Austin Okie attributes his concern and love for nature to the simple fact that he grew up working and playing outdoors. “As a boy, I was outside all the time, working on the farm — that was just the way it was,” he says.

His time spent outdoors cultivated a particular interest in birds and trees. A completely self-taught naturalist, he easily identifies local shrubs and trees and knows well the many birds that live and migrate through his corner of Delaware, a migratory bird hotspot. He calls the natural places around him a “bird paradise.” But Okie has watched over the years as intense development has changed the landscape he has known and loved.

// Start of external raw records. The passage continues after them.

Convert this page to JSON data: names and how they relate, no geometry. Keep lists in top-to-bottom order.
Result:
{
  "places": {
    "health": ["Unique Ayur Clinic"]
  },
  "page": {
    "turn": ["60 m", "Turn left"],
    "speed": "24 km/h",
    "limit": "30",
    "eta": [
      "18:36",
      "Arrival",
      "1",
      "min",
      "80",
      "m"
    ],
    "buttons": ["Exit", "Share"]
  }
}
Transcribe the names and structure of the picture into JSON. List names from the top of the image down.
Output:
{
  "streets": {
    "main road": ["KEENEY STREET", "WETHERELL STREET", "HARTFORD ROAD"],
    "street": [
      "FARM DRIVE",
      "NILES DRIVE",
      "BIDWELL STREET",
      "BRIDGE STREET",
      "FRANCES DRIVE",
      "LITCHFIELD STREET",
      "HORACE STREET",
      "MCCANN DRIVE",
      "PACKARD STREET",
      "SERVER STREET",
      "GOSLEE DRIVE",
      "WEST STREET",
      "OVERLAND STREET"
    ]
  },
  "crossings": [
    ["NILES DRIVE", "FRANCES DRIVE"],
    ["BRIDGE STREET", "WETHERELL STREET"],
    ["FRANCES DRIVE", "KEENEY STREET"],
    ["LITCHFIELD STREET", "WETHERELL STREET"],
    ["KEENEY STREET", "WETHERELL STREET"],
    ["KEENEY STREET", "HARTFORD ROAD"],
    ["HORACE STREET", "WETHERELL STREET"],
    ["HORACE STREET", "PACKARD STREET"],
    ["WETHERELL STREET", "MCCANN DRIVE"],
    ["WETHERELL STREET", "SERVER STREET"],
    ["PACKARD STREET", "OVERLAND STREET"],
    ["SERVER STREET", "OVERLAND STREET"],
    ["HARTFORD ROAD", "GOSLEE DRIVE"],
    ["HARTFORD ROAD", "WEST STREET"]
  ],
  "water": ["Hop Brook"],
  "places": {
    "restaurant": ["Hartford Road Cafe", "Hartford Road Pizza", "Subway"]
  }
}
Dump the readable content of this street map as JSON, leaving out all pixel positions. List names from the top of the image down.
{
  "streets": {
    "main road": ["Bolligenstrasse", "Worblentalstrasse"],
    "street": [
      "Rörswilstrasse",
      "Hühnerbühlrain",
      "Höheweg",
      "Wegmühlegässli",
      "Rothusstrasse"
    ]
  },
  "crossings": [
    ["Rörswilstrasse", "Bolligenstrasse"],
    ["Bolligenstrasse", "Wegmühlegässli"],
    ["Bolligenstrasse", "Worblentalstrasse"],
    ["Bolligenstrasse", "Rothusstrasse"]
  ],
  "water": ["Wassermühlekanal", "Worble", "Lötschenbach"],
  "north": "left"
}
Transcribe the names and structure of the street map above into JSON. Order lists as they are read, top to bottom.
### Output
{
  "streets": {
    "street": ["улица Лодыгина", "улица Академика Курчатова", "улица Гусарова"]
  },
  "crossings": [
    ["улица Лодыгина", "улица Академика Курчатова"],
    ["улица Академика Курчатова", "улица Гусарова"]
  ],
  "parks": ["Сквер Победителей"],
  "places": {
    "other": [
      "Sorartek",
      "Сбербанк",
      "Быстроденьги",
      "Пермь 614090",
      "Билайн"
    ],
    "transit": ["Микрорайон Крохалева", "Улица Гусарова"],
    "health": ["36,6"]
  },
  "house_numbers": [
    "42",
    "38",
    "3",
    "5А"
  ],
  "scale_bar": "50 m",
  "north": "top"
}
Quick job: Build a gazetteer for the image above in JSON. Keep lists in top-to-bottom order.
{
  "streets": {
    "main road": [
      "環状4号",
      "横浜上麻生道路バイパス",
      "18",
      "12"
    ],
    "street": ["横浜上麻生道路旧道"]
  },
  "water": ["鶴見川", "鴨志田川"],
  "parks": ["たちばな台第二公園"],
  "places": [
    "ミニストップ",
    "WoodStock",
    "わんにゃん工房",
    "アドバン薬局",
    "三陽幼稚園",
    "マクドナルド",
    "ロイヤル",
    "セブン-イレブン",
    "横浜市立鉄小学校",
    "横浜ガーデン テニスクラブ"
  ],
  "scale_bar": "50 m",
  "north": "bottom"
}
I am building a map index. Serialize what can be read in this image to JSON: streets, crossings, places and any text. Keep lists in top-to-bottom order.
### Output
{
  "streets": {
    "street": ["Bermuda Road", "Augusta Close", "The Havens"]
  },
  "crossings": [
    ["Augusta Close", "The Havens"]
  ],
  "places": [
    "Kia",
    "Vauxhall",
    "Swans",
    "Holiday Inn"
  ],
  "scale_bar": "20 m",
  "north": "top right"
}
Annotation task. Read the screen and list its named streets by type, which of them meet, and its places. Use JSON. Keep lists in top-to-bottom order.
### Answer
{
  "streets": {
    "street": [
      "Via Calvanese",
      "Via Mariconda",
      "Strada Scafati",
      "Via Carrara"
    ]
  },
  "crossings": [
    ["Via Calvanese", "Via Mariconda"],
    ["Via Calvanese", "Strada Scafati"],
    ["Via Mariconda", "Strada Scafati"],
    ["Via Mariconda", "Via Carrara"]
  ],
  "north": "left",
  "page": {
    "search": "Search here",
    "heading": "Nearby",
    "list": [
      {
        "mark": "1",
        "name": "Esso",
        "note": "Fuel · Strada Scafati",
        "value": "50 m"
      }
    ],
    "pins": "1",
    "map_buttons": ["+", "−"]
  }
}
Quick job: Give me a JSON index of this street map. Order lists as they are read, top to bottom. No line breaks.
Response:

Okie and his family have not stood idly by however. In 1997, his family helped The Nature Conservancy purchase 403 acres adjoining Okie’s 154-acre farm (which itself has a conservation easement on it), creating the Bullseye-Ferry Landing Preserve. Okie is also actively involved with a variety of environmental and local citizen groups and recently donated 118 acres of pristine coastal forest and marsh near his farm to the Conservancy.

“I want to preserve the history, wildlife and environment of this area,” he says. “I’ve seen that The Nature Conservancy has done good things to protect land.”

In addition to these extraordinary gifts of land, Okie has for many years supported the Conservancy’s work with monetary gifts as well. When the Pension Protection Act of 2006 became law, Okie saw a win-win opportunity: a chance to preserve the natural places he cares about while also gaining significant tax savings. Because of this legislation, he was able to make a cash gift to the Conservancy from his IRA without incurring income tax on the withdrawal.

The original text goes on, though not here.